Can a Great Read Affect Your Brain Chemistry?
Researchers began the 19-day study by performing functional magnetic resonance imaging (fMRI) on the students’ brains while they were in a resting state for the first five days of the study, before the subjects read Pompeii. Then, over the next nine days, the students read sections of about 30 pages from the novel each day. They took quizzes to prove comprehension and were scanned throughout the reading process. After completing the book, the subjects underwent the fMRI for another five days.

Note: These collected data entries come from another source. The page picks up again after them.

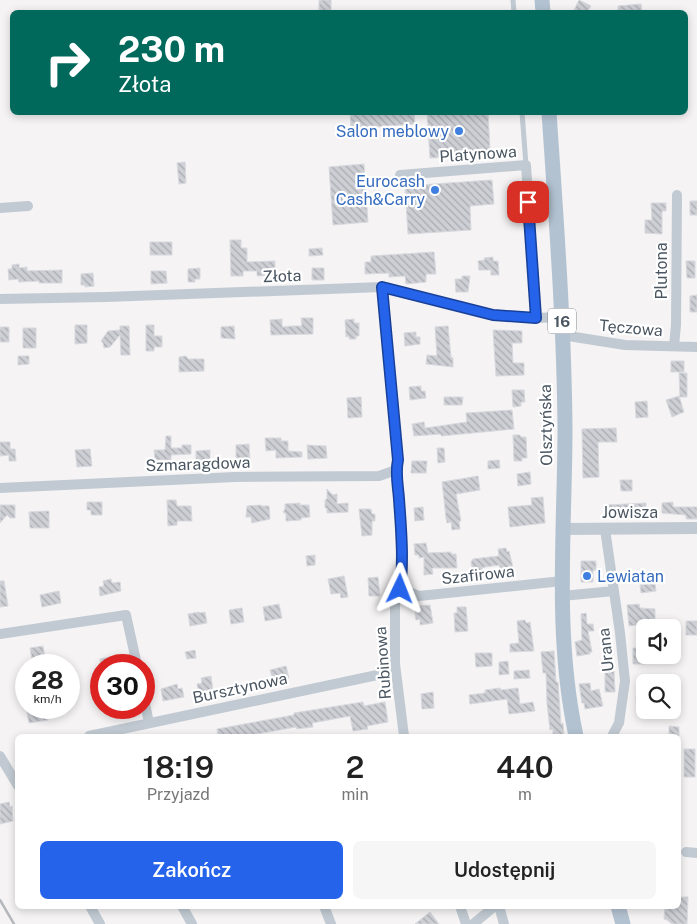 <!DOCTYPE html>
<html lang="pl">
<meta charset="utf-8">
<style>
:root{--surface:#fff;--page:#f6f6f6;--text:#222;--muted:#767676;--accent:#2563eb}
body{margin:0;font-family:"Public Sans",sans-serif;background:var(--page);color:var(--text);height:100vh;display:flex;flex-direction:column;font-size:19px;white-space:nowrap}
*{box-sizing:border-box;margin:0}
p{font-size:16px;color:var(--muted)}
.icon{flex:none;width:28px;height:28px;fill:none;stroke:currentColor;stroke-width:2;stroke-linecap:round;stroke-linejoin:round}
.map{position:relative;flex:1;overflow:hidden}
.side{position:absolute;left:15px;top:734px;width:666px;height:175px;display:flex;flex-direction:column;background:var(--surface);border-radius:8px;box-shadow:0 2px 8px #0003}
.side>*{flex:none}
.guide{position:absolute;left:10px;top:10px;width:678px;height:105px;border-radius:8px;box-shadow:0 2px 8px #0003;background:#00695c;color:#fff;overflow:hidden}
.buttons{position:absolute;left:636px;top:619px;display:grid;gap:10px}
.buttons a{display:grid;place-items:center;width:45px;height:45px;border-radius:8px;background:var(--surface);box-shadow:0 2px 8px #0003;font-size:25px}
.speed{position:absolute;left:15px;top:654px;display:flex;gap:10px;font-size:25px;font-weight:700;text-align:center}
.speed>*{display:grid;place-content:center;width:65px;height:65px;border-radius:50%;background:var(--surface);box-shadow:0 2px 8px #0003;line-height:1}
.speed small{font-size:12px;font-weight:400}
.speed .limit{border:8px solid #d22;background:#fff;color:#111}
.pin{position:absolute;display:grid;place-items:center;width:42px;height:42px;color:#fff;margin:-21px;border-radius:10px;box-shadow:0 2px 8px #0006}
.me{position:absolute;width:55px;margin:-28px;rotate:2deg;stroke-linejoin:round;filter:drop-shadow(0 0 4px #0008)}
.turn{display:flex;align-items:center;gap:18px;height:105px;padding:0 25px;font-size:22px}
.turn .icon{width:65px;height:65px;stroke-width:2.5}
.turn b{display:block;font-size:35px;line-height:42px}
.eta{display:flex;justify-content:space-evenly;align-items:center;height:85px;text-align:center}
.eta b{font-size:30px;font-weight:600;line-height:35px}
.action{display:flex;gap:10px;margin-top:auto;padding:10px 25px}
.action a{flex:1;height:58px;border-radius:8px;background:var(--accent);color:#fff;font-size:20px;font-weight:600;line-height:58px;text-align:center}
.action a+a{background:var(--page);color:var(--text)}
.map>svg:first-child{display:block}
</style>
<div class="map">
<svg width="697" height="924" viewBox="0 0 697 924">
<defs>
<pattern id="building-back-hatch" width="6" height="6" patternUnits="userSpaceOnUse" patternTransform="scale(1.25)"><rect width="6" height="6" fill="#cdcfd5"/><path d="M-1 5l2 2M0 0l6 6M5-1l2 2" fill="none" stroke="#a8abb0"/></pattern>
</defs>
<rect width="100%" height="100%" fill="#f5f3f3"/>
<path fill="url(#building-back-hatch)" stroke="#d7d9de" d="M319,0H331V12H319Z
M579,0L591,6L587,12H573Z
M641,4L642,12H618V6Z
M350,112H414L415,124L351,129Z
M427,112H488L490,150L447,152L448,157L430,158Z
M185,162L186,183L179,184L177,163Z
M364,164L368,222L333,225L329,167Z
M492,180L494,204L470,206L471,230L408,234L405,186Z
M690,201H697V215H690Z
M651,203H666V211H662V234L645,233V220H652Z
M230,240H241V248H247V262L275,261V271H273V275L257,276V271H243V276H231Z
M150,242H172V255H150Z
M322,248L323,255L309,256V249Z
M434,252L436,274H426V282L406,284L405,276L389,277V273L365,274V262H371V256Z
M493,257V261H498L499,275H491V270H479L478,261L485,260L484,258Z
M686,261H695V278H687Z
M19,264V268L27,267V271L62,270V283H39V281L19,282L18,279L9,280L8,269H12V265Z
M200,268V279H195V282H188V269Z
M312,268H324V280H312Z
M151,271H166L167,283L151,284Z
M93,273L94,286L85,287V285H81V274Z
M462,276H470L468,292H456L455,279H462Z
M697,295V312H690V296Z
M301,318H313V334L271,335L270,320L282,319V327L292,326H302Z
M354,319V323H359V336H356V339H349V336L346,337L345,320Z
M75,325H87V343L75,344Z
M146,325H154V336H162V347H154V351H146Z
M120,326H129L130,355H121L120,335L110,347L104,348L103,343L101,341L108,331L120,330Z
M234,326L235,339L221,338V327Z
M448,326L451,357L453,358V367L426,364L427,355L437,356L435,327Z
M0,327H9V342H0Z
M23,328H36V348H23Z
M493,330L522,331V343H512L513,363H524V375L496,376Z
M416,332V337H420V344L405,346L404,333Z
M18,356H29V364L18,365Z
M186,356L188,359H204V371L179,372V357Z
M671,361H684V372H671Z
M679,373H687V397H680Z
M421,386V391H425L426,398L410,400L409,387Z
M512,390H524L525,402H521V406L513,407Z
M679,396L684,412L672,417L666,400Z
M361,397L362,417L348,418L347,398Z
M444,397H463L462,405H444Z
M647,401L648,417L636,418L635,402Z
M512,410L514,429L441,436V434L414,436L412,424L424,422L425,428L440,426L467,422L466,413Z
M616,428L617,442H598L599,477L583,478L582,429Z
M513,435H520L521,437H526L527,458H522V461H514Z
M166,436H171V448H182V445H191V454L171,455V460H155L154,450H165Z
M265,438H281V441H288V451L302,452V457L276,458V450L266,451Z
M0,442H10V449H15L16,461H9V455L0,456Z
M249,444L250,461H236V445Z
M307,445L326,446L327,458L308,459Z
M437,448H444L445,462L438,463Z
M90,449L92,466L77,467L75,450Z
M210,450V463H196V451Z
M499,460L500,468L488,469V461Z
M412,461H427L426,473H411Z
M530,472L531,484L518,486L517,474Z
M478,476L480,490L456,494L461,521H459L460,529L452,530L451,522L447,523L446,518L442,482Z
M620,480H632V491H621Z
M327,489L333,495L337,494V504L348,503V512L327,513V508H325V500L327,499Z
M543,497L545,523L510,527L508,507L532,505L531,498Z
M167,500H176L177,506H191L192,521H177V525L168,526Z
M87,502H102V515H91V510H87Z
M673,502V507H697V519H686V515L662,513V503Z
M300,503V505H309L310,517L301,518V520L286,521V514L283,512L285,509V504Z
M646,503V515L609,517L608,505Z
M0,505H15V518H10L7,515L0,523Z
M261,505L262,506H269L270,519L252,523L251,517H246L247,506Z
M423,507L424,520L415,521L414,508Z
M359,509H371L372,514H375V521H372V535L362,536Z
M49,511V528H30L29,512Z
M426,543L428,553L451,552V554H456L457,568H432L433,574L424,575V557L419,558V555H415L414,544Z
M506,548L507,552L509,551L512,563L513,571L511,572V574L501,575L499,565L485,567L482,568L483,573L473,574L471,562L473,559L499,556L498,549Z
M315,555V565L307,566L306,556Z
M581,561H596V570H593V582H581Z
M344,576L348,597L341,598L340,593L331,594L328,579Z
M378,577L380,596H369L368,578Z
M111,579L112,583L120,582L121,591L100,596L99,587L104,586L103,581Z
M0,581H4L8,606L0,607Z
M655,584L656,591L641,593L640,585Z
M59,591L61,603L42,607L40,595Z
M279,604L282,618L265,621L263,607Z
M639,604L640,608L655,609V620H645V664H633V648H639L637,625L629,626L627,605Z
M430,605L433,623L420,625V619L416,620L414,606Z
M457,607H466L468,631L455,632L454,613H457Z
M242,608L244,622L231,624L229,610Z
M199,612L200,613L205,612L207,623L190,626L188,614Z
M586,613L587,624H593L594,631H588L592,652H590V654L577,656L575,642L582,640L581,614Z
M525,620L526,623L530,622L534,651L510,652V644L519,643L517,621Z
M686,621H697V635H686Z
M43,646L46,665H33L30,648Z
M195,650L196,658L187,659L185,652Z
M554,651L556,682H558L561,724L563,723L564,736H553V729L550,730L547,703L546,673H543L541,652Z
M475,653H492V666L476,667Z
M114,656L115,665H101L100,659Z
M508,661L509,674L499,675V662Z
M286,666L289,678L273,681L270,670Z
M529,670L530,678L514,679V671Z
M605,671H614L615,692H605Z
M211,676L213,691L199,694L197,684L202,683L201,678Z
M590,683L591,691L599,689L603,706L585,709L584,703H582L579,684Z
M177,684L178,689L182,688L184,697L163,701L161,689Z
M500,688L501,690L518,688L520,704L533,702L535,711L509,714L507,699L470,704L469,695L485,693V690Z
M433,692L434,708L422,709L421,694Z
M636,696H645V710H637Z
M363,702L364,706L385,702L388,722L367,726L368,729L353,731L350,716L312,723L313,727L297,729L296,727L246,736H218L217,729L294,715V713Z
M45,709L48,720L29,723L27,712Z
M669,726L679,727V736H669Z
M684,749H695V777H684Z
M9,802L10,807L12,806L13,821L0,824V804Z
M679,897H688L687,924H672L667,920L664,919L665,906H679Z
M430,912L439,924H415Z"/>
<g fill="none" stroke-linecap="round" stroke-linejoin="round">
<path stroke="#c1cad2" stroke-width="5" d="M513,0L514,12
M522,112L526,165"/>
<path stroke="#c1cad2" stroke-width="10" d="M400,175L526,165L536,318
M0,208L28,206
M382,287L398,460L396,470L399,497L402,577L400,589L395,603V664L404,736
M0,299L106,297L382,287L493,315L536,318L562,317
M562,335L625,345L697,347
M674,346L676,325L677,195
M0,488L235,477L379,476L396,470
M605,529L620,633L625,681L619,723L612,736
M400,589L419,596L562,581
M562,596L614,591
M0,634L126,615L137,665
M144,699L149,723
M89,736L382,674L395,664
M0,756L18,786
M686,852L697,853
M90,906L100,924
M182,906L192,924
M324,906L331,924
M460,906L466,924
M499,906L504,924
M473,924L495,906"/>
<path stroke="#c1cad2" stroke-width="12" d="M563,529L697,528"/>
<path stroke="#b3c2d1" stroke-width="15" d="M542,0L543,12
M549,112C556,217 564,322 565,427C565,530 554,634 576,736
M618,906L623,924"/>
<path stroke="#b5b8bd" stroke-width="2.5" d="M0,900L14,924"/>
</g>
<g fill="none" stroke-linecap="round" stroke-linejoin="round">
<defs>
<path id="route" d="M400,589C404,560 401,528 399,499C398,485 395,473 398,460L382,287L493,315L536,318L528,202"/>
</defs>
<use href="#route" stroke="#184099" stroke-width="12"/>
<use href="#route" stroke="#2563eb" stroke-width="9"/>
</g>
<g fill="#3f7fe0" stroke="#fff" stroke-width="2">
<circle cx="459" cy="131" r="5"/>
<circle cx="435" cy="190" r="5"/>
<circle cx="587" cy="576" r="5"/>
</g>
<g text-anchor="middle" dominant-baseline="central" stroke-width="4.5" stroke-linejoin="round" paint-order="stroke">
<rect fill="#fff" stroke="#808990" stroke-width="1" x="548" y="308.5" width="28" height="25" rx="4"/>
<g font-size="15" font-weight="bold" fill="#4a5661">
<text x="562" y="321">16</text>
</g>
<g font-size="16" fill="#366cbe" stroke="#fff" text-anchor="end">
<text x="449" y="131">Salon meblowy</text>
<text x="425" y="181">Eurocash<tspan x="425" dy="18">Cash&amp;Carry</tspan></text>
<text x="597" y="576" text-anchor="start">Lewiatan</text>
</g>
<g font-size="16" fill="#4a5661" stroke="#fff">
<text transform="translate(478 154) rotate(-4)">Platynowa</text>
<text transform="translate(661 271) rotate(-90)">Plutona</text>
<text transform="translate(282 276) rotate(-2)">Złota</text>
<text transform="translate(631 328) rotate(5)">Tęczowa</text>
<text transform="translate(546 425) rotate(-91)">Olsztyńska</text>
<text transform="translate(198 464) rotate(-2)">Szmaragdowa</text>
<text x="630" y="512">Jowisza</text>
<text transform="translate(478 575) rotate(-6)">Szafirowa</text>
<text transform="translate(606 650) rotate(-96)">Urana</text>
<text transform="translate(383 663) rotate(-94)">Rubinowa</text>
<text transform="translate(240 688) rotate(-12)">Bursztynowa</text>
</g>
</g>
</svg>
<div class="buttons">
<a><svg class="icon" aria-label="sound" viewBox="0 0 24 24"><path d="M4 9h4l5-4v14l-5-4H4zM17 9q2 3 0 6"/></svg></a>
<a><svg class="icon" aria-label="search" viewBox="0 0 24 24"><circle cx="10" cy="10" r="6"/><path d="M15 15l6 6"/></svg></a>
</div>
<div class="speed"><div>28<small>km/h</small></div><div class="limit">30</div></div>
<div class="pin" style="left:528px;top:202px;background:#d93025"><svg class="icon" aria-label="arrive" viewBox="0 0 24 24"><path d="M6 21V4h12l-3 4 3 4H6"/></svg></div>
<svg class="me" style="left:400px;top:589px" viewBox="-20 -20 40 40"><path d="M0-17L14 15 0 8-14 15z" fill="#2563eb" stroke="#fff" stroke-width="4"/></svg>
<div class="guide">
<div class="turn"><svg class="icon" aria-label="right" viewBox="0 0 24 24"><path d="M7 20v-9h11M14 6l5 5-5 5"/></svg><div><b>230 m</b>Złota</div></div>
</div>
<section class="side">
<div class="eta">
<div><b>18:19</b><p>Przyjazd</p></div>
<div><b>2</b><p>min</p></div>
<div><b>440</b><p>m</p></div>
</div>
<div class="action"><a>Zakończ</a><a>Udostępnij</a></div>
</section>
</div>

What the scientists found confirmed what they had suspected. There was a measurable impact on brain connectivity in the left temporal cortex of the brain, which among other functions is responsible for processing sensation, emotion, visual memory, and meaning.
Such a finding would be expected; after all, everything humans do is processed through the brain. What really mattered, however, was that the neuroscientists were able to pinpoint lasting changes in their subjects’ brains, even after they had finished the novel. “We call that a ‘shadow activity,’ almost like a muscle memory,” Berns told the university.
Researchers noted a flurry of activity in the central sulcus, which is the part of the brain that translates inputs into physical sensations. This means that by simply thinking, for example, about falling, leaping, or escaping, the students could experience those impulses as if they were actually performing those actions.
Pretty cool article isn’t it? Imagine all the things we are implanting into that brain of ours. All the sensation, emotions and actions. It is fascinating it has a lasting impact though. Mind you, a good book has a lasting impact on Me.